● **What the exercise asks**
In the following material, identify every line holding the string "Essilia" and return it.
- - -
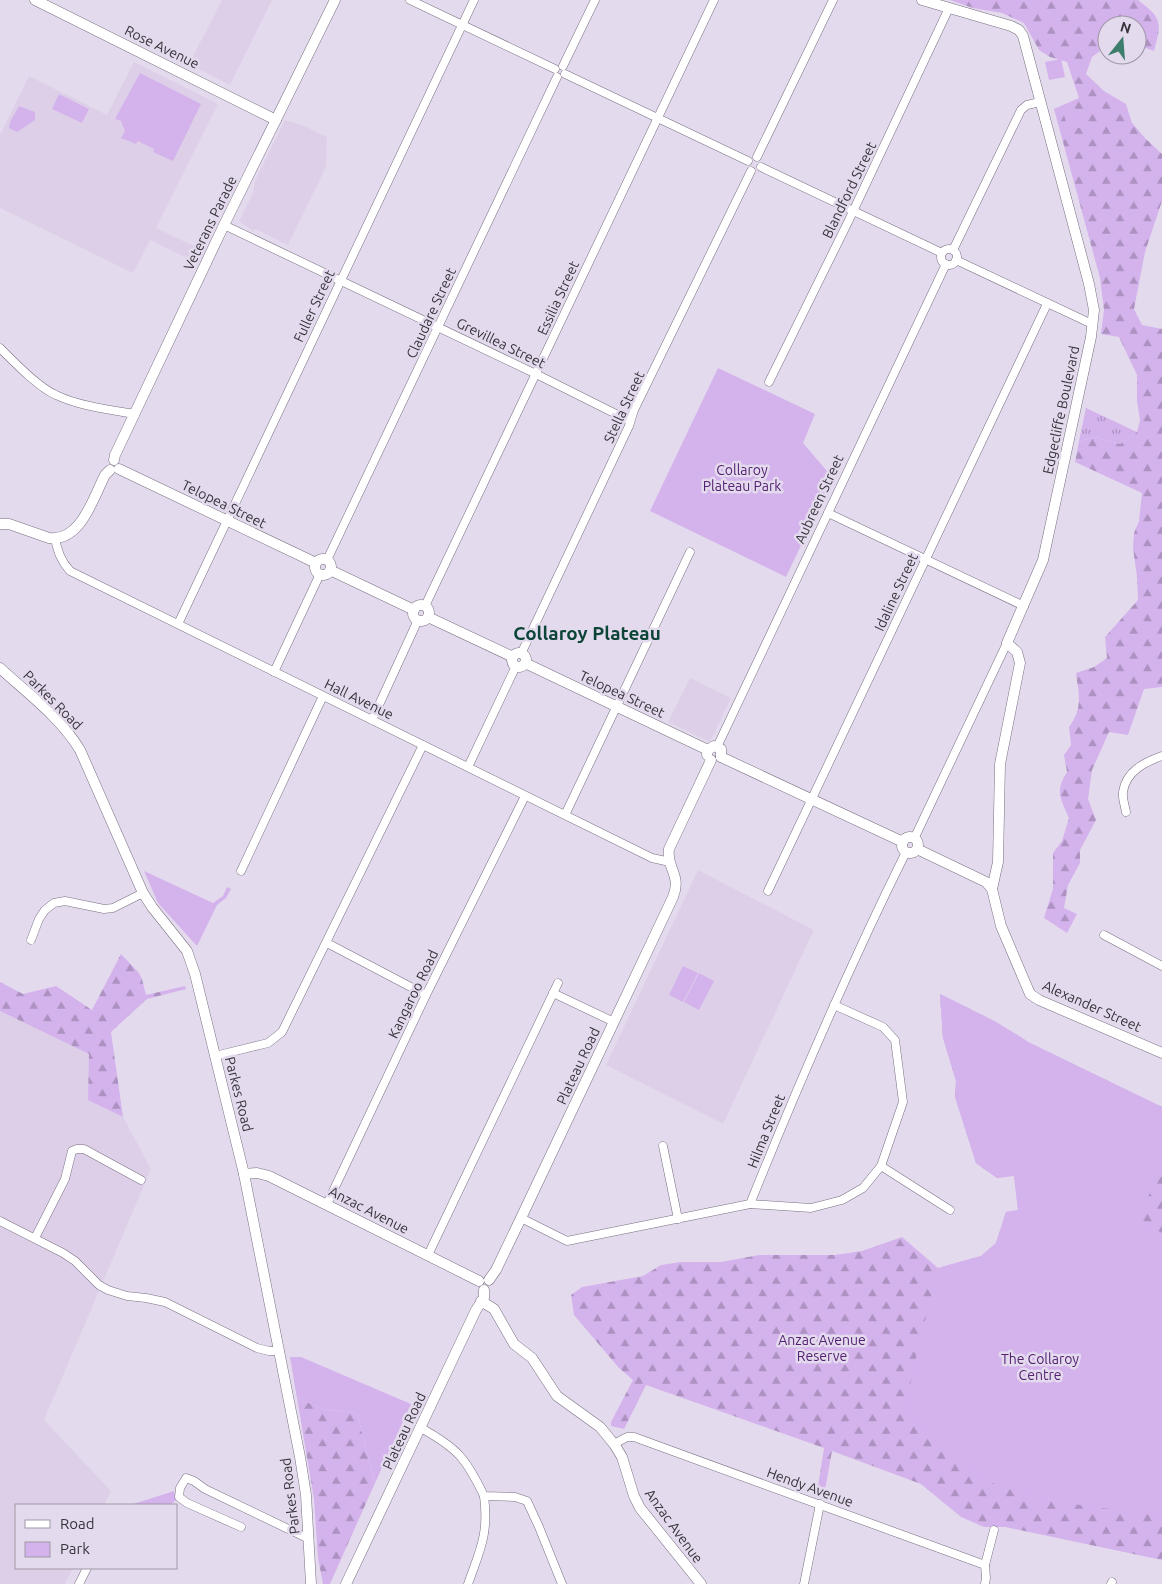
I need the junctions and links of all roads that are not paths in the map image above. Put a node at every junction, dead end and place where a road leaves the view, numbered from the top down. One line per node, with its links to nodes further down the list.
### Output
1 (35, 0): 14 (street, Rose Avenue)
2 (335, 0): 14 (street, Veterans Parade)
3 (410, 0): 10 (street)
4 (474, 0): 10 (street, Fuller Street)
5 (595, 0): 11 (street, Claudare Street)
6 (714, 0): 13 (street, Essilia Street)
7 (833, 0): 15 (street)
8 (922, 0): 9 (street, Edgecliffe Boulevard)
9 (950, 8): 12 (street, Edgecliffe Boulevard); 19 (street, Blandford Street)
10 (462, 25): 11 (street); 25 (street, Fuller Street)
11 (560, 71): 13 (street); 28 (street, Claudare Street)
12 (1040, 102): 21 (street); 27 (street, Edgecliffe Boulevard)
13 (658, 117): 16 (street); 30 (street, Essilia Street)
14 (276, 120): 20 (street, Veterans Parade)
15 (757, 157): 16 (street); 17 (street)
16 (748, 161): 18 (street)
17 (761, 167): 18 (street); 19 (street)
18 (751, 170): 33 (street, Stella Street)
19 (852, 212): 22 (street); 31 (street, Blandford Street)
20 (224, 226): 25 (street, Grevillea Street); 32 (street, Veterans Parade)
21 (953, 250): 22 (street); 23 (street)
22 (942, 253): 24 (street)
23 (956, 260): 24 (street); 26 (street)
24 (946, 264): 35 (street, Aubreen Street)
25 (340, 280): 28 (street, Grevillea Street); 36 (street, Fuller Street)
26 (1047, 304): 27 (street); 40 (street, Idaline Street)
27 (1092, 324): 43 (street, Edgecliffe Boulevard)
28 (439, 328): 30 (street, Grevillea Street); 41 (street, Claudare Street)
29 (0, 348): 32 (street)
30 (536, 374): 33 (street, Grevillea Street); 42 (street, Essilia Street)
31 (769, 382)
32 (135, 414): 34 (street, Veterans Parade)
33 (630, 421): 49 (street, Stella Street)
34 (114, 466): 36 (street, Telopea Street); 38 (street, Veterans Parade)
35 (828, 513): 40 (street); 56 (street, Aubreen Street)
36 (226, 521): 41 (street, Telopea Street); 47 (street, Fuller Street)
37 (0, 524): 38 (street)
38 (55, 539): 47 (street, Hall Avenue)
39 (690, 552): 53 (street)
40 (926, 559): 43 (street); 60 (street, Idaline Street)
41 (323, 567): 44 (street, Telopea Street); 51 (street, Claudare Street)
42 (425, 606): 44 (street); 45 (street)
43 (1024, 606): 48 (street, Edgecliffe Boulevard)
44 (414, 610): 46 (street)
45 (428, 617): 46 (street); 49 (street, Telopea Street)
46 (418, 620): 54 (street)
47 (178, 624): 51 (street, Hall Avenue)
48 (1007, 643): 63 (street, Hilma Street); 66 (street)
49 (519, 660): 53 (street, Telopea Street); 58 (street, Stella Street)
50 (0, 668): 68 (street, Parkes Road)
51 (274, 672): 52 (street, Hall Avenue)
52 (323, 696): 54 (street, Hall Avenue); 65 (street)
53 (616, 706): 56 (street, Telopea Street); 62 (street)
54 (372, 720): 55 (street, Hall Avenue)
55 (423, 745): 58 (street, Hall Avenue); 71 (street)
56 (714, 753): 60 (street, Telopea Street); 64 (street, Aubreen Street)
57 (1162, 756): 61 (street)
58 (468, 767): 59 (street, Hall Avenue)
59 (525, 796): 62 (street, Hall Avenue); 75 (street, Kangaroo Road)
60 (812, 800): 63 (street, Telopea Street); 67 (street, Idaline Street)
61 (1126, 812)
62 (565, 815): 64 (street, Hall Avenue)
63 (910, 846): 66 (street, Telopea Street); 76 (street, Hilma Street)
64 (670, 862): 77 (street, Plateau Road)
65 (240, 871)
66 (992, 889): 78 (street, Alexander Street)
67 (768, 892)
68 (142, 893): 70 (street); 79 (street, Parkes Road)
69 (1104, 935): 72 (street)
70 (31, 940)
71 (327, 942): 75 (street); 79 (street)
72 (1162, 966)
73 (558, 983): 74 (street)
74 (553, 993): 77 (street); 91 (street)
75 (426, 995): 84 (street, Kangaroo Road)
76 (834, 1005): 81 (street); 85 (street, Hilma Street)
77 (614, 1022): 87 (street, Plateau Road)
78 (1162, 1053)
79 (215, 1056): 82 (street, Parkes Road)
80 (663, 1146): 88 (street)
81 (881, 1166): 85 (street); 86 (street)
82 (244, 1174): 84 (street, Anzac Avenue); 94 (street, Parkes Road)
83 (141, 1180): 90 (street)
84 (327, 1204): 91 (street, Anzac Avenue)
85 (750, 1204): 88 (street)
86 (950, 1210)
87 (521, 1218): 88 (street); 92 (street, Plateau Road)
88 (678, 1220)
89 (0, 1221): 90 (street)
90 (35, 1238): 94 (street)
91 (428, 1255): 92 (street, Anzac Avenue)
92 (484, 1284): 93 (street, Plateau Road)
93 (482, 1301): 95 (street, Plateau Road); 96 (street, Anzac Avenue)
94 (280, 1351): 101 (street, Parkes Road)
95 (421, 1428): 97 (street); 107 (street, Plateau Road)
96 (614, 1444): 98 (street, Hendy Avenue); 110 (street, Anzac Avenue)
97 (484, 1496): 108 (street); 109 (street)
98 (820, 1504): 102 (street, Hendy Avenue); 111 (street)
99 (241, 1527): 101 (street)
100 (994, 1530): 102 (street)
101 (309, 1540): 106 (street, Parkes Road)
102 (985, 1566): 104 (street)
103 (86, 1569): 105 (street)
104 (986, 1581)
105 (79, 1584)
106 (311, 1584)
107 (346, 1584)
108 (468, 1584)
109 (562, 1584)
110 (701, 1584)
111 (804, 1584)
- - -
● **Solution to this exercise**
6 (714, 0): 13 (street, Essilia Street)
13 (658, 117): 16 (street); 30 (street, Essilia Street)
30 (536, 374): 33 (street, Grevillea Street); 42 (street, Essilia Street)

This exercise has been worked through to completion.